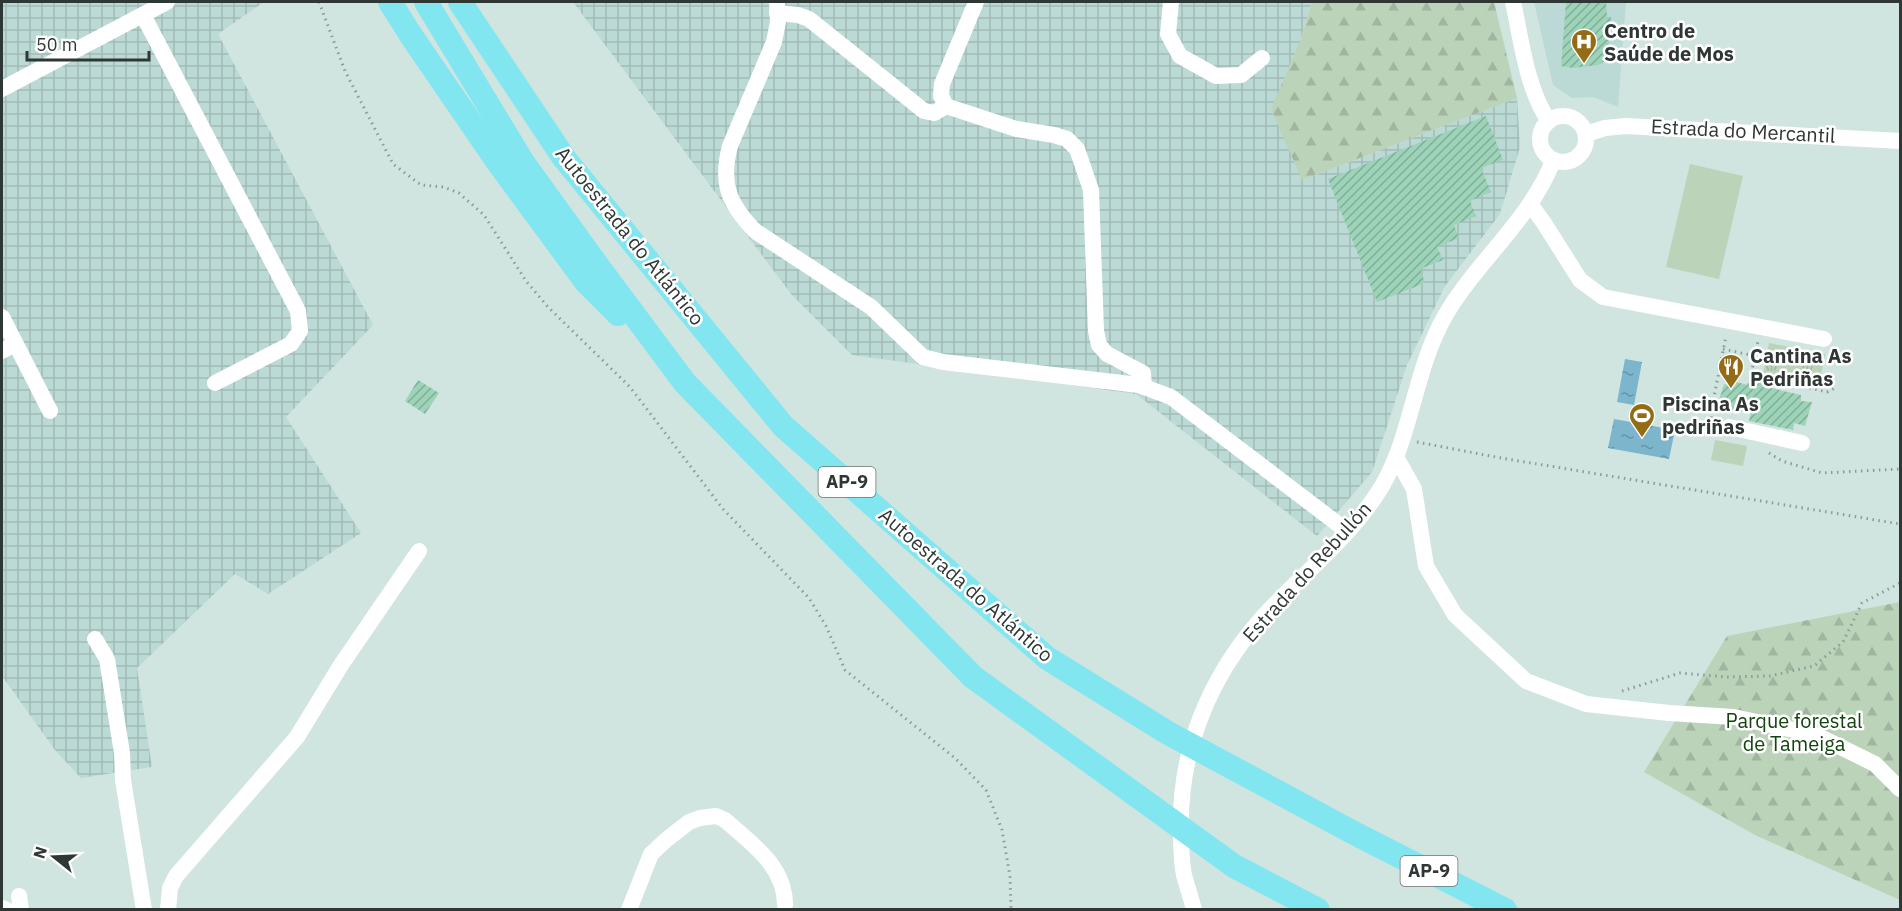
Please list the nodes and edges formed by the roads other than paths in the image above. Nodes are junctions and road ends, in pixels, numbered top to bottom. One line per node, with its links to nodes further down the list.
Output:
1 (167, 2): 9 (street)
2 (390, 2): 21 (highway)
3 (426, 2): 21 (highway, Autoestrada do Atlántico / AP-9)
4 (460, 2): 40 (highway, Autoestrada do Atlántico / AP-9)
5 (976, 2): 12 (street)
6 (1171, 2): 10 (street)
7 (1513, 2): 13 (street)
8 (777, 7): 12 (street); 23 (street)
9 (143, 15): 11 (street); 22 (street)
10 (1262, 58)
11 (2, 89)
12 (946, 106): 23 (street)
13 (1549, 120): 14 (street); 16 (street)
14 (1586, 134): 15 (street, Estrada do Mercantil); 16 (street)
15 (1900, 141)
16 (1553, 160): 17 (street, Estrada do Rebullón)
17 (1530, 204): 19 (street); 27 (street, Estrada do Rebullón)
18 (2, 317): 20 (street)
19 (1824, 339)
20 (8, 347): 24 (street)
21 (685, 382): 39 (highway, Autoestrada do Atlántico / AP-9)
22 (215, 383)
23 (1144, 387): 28 (street)
24 (50, 411)
25 (1729, 427): 26 (street)
26 (1802, 443)
27 (1396, 457): 28 (street, Estrada do Rebullón); 31 (street)
28 (1347, 531): 38 (street, Estrada do Rebullón)
29 (419, 551): 36 (street)
30 (95, 639): 35 (street)
31 (1900, 789)
32 (785, 905): 37 (street)
33 (2, 908): 34 (street)
34 (7, 909)
35 (144, 909)
36 (168, 909)
37 (629, 909)
38 (1194, 909)
39 (1318, 909)
40 (1505, 909)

════

• **Goal of the exercise**
Each line of the material that holds the string "Autoestrada" counts once; give the total alone.

• **Response to the exercise**
3